Statins shift the composition of plaques in a favorable direction. Imaging studies using intravascular ultrasound have shown that high-intensity statin therapy reduces the fatty, necrotic core of plaques while increasing fibrous and calcified tissue. In practical terms, plaques become harder and more stable, less likely to crack open. One trial showed that patients on high-dose atorvastatin had zero progression of plaque volume over 18 months, while another demonstrated that high-dose rosuvastatin actually shrank plaques over two years. Additional research has confirmed that intensive statin therapy thickens the fibrous cap covering plaques, making rupture less likely.

How Quickly They Work

Statins don’t reach their full effect overnight. Your cholesterol levels begin dropping within the first few weeks, but the maximum LDL-lowering effect takes about three months regardless of which statin you’re on. That’s why doctors typically recheck your lipid panel around the three-month mark to see if the dose or drug needs adjusting. Plaque stabilization and regression take longer, with imaging studies typically measuring changes at 18 to 24 months of therapy.

Side Effects and Risks

Muscle symptoms are the most common complaint. In large randomized trials comparing statins to placebo, 27.1% of people on statins reported muscle pain or weakness, but so did 26.6% of people taking a placebo. That narrow gap (about half a percentage point) suggests that most muscle symptoms people experience while taking statins aren’t actually caused by the drug. This “nocebo effect,” where people develop symptoms because they expect them, is well documented with statins. Serious muscle damage is genuinely rare: roughly one extra case of significant muscle injury per 10,000 people per year, and only 2 to 3 cases of the most severe form per 100,000 people per year.

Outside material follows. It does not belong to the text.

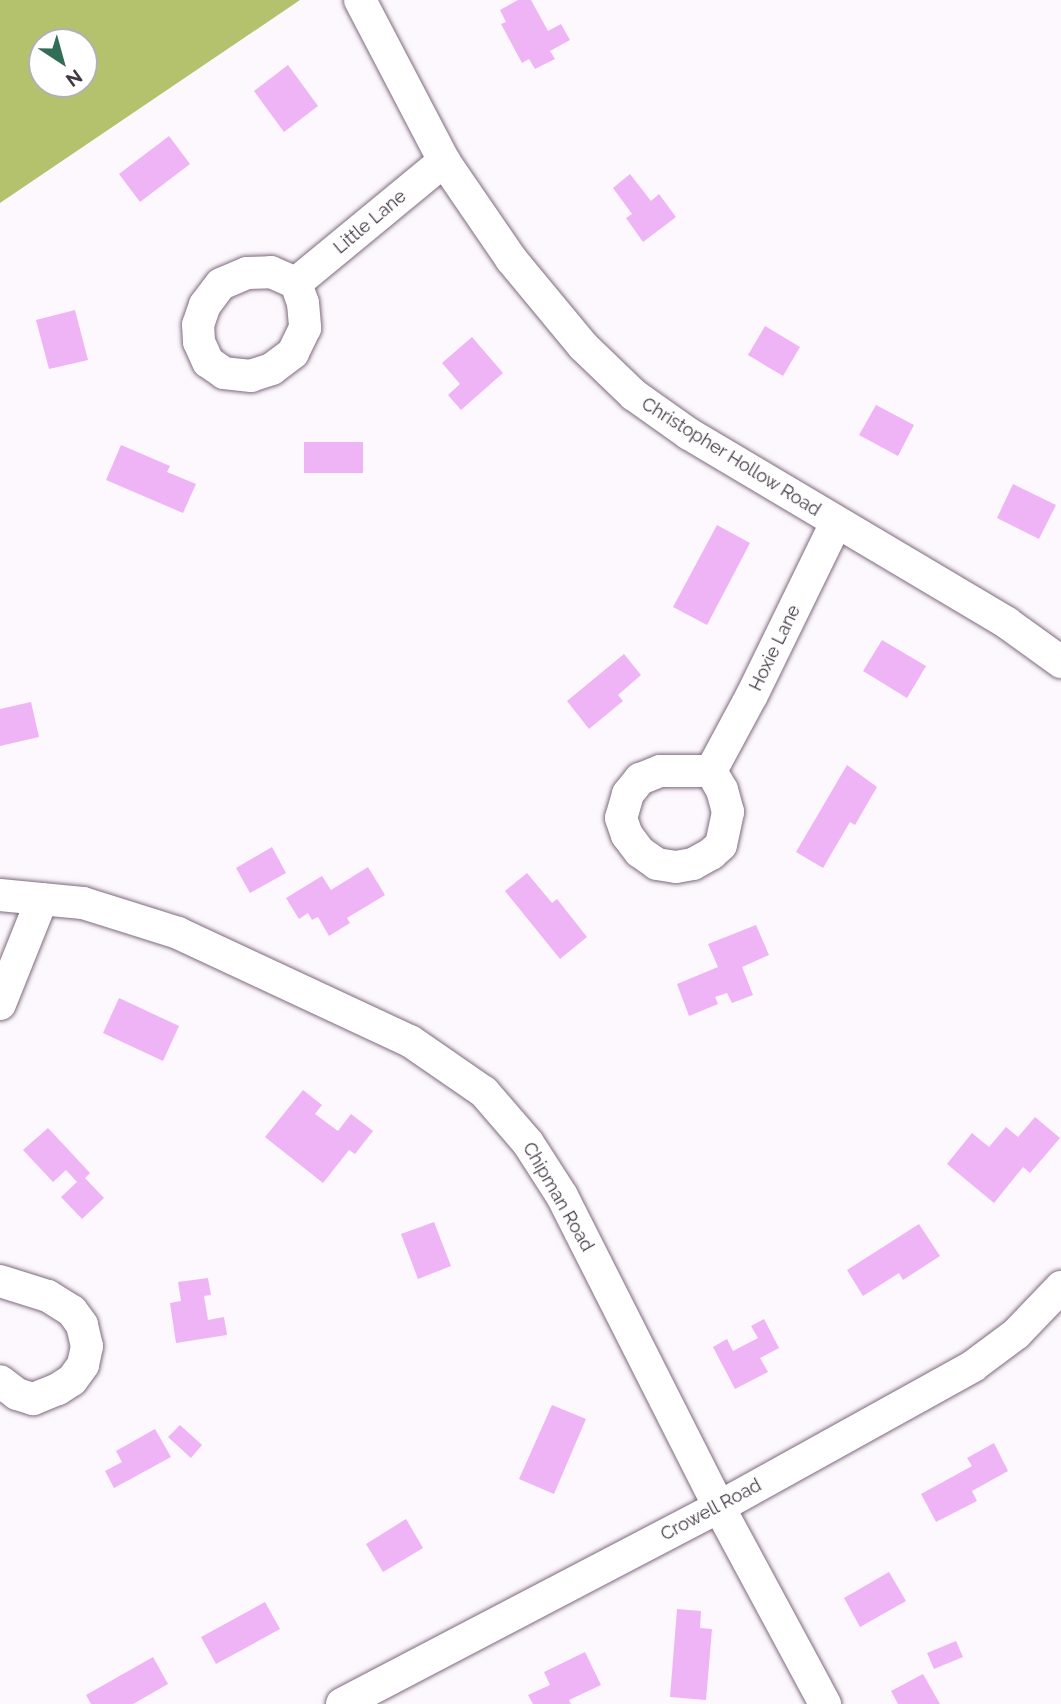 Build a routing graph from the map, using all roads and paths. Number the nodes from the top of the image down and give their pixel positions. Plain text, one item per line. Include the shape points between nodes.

Statins do modestly increase the risk of developing type 2 diabetes. Low- or moderate-intensity therapy raises the risk by about 10%, while high-intensity therapy raises it by about 36%. This sounds alarming in percentage terms, but it needs context: the increase applies mostly to people who are already on the path toward diabetes, with prediabetic blood sugar levels or other risk factors. For people at significant cardiovascular risk, the reduction in heart attacks and strokes substantially outweighs the diabetes risk.

Liver Monitoring

Statins were once thought to require regular liver function testing, but guidelines have shifted considerably. Current recommendations call for a single liver test before starting a statin. After that, routine repeated testing isn’t necessary unless symptoms develop. The FDA dropped its requirement for periodic liver monitoring back in 2012, and UK guidelines similarly moved away from routine annual testing. Clinically significant liver injury from statins is extremely uncommon.

How Statins Fit Into Cardiovascular Prevention

Statins work on multiple fronts simultaneously: lowering cholesterol production, pulling LDL out of the bloodstream, calming vascular inflammation, improving blood vessel function, and transforming dangerous plaques into stable ones. This combination of effects is why they remain the cornerstone of cardiovascular prevention despite decades of newer drugs entering the market. The benefits are dose-dependent, meaning higher-intensity therapy produces greater plaque regression and larger reductions in cardiovascular events, though this needs to be balanced against the slightly higher risk of side effects like new-onset diabetes at higher doses.